Silymarin Ameliorates Cisplatin-Induced Hepatotoxicity in Male Rabbits

Cisplatin (CDDP) is a widely used anticancer drug, but at high dose, it can produce undesirable side effects such as hepatotoxicity. In this study, the protective activity of silymarin against hepatic tissue damage induced by repeated administration of cisplatin was analyzed morphologically and biochemically. Male Newzeland rabbits were divided into four groups, 6 rabbits in each. Control group, silymarin group (100 mg /kg b.wt./day), Cisplatin treated group (3.5 mg /kg b. wt./day) and Cisplatin plus silymarin treated group. Results revealed that cisplatin caused histopathological effects on the hepatic tissue. These effects includes vacuolation of cells, lymphocytic infiltration, dilation of blood sinusoids and haemorrhage. Histochemical observations revealed a marked depletion of polysaccharide and proteins in the liver cells of cisplatin treated animals.
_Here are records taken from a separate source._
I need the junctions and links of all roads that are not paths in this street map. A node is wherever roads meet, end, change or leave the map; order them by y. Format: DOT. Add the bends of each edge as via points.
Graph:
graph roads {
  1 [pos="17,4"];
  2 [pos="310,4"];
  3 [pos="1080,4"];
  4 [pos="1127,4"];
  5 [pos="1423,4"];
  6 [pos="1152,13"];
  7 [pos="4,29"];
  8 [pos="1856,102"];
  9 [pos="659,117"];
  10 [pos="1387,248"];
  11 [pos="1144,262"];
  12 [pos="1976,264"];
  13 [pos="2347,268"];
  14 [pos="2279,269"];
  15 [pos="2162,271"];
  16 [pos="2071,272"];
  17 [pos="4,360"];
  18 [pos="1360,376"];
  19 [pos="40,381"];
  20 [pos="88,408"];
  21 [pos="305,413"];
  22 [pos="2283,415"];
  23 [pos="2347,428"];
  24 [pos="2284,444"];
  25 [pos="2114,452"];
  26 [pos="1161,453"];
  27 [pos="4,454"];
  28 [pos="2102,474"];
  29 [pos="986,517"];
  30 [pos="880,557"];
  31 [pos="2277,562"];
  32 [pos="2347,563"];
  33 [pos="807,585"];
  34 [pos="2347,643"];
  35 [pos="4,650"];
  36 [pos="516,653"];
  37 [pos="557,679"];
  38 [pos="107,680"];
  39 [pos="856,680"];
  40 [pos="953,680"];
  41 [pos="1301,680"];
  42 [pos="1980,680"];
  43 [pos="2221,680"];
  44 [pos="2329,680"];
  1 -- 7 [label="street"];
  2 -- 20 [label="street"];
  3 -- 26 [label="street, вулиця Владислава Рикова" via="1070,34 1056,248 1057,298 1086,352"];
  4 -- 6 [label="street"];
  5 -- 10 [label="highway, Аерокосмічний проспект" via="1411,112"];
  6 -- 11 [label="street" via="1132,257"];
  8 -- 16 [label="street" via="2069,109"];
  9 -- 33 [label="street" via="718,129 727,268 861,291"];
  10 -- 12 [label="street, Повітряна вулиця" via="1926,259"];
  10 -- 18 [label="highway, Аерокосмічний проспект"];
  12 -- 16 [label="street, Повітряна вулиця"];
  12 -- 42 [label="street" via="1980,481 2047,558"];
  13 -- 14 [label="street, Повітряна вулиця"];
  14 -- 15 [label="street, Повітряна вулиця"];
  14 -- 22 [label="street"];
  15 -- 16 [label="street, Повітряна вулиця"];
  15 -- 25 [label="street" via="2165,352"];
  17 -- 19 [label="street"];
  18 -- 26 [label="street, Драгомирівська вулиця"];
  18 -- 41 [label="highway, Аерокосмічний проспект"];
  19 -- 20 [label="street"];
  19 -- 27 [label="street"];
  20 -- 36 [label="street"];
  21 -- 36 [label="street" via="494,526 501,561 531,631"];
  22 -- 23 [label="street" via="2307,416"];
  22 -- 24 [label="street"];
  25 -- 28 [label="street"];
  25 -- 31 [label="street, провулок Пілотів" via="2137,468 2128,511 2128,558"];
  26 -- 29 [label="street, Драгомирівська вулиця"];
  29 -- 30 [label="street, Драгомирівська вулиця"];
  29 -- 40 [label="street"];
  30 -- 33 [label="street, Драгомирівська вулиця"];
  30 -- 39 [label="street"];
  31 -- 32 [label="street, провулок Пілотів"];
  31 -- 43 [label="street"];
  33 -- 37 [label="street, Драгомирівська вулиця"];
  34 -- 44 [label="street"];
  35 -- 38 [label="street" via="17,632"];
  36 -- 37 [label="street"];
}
Cisplatin hepatotoxicity was manifested biochemically by elevation of MDA and decrease in GSH and the activities of SOD in the liver tissues. Results showed that administration of cisplatin increased the immunohistochemical expression of Bcl-2 protein. Treatment with silymarin reduced histopathological and biochemical alterations in the liver tissue. These results suggested that silymarin possess protective effects against cisplatin hepatotoxicity in rabbits.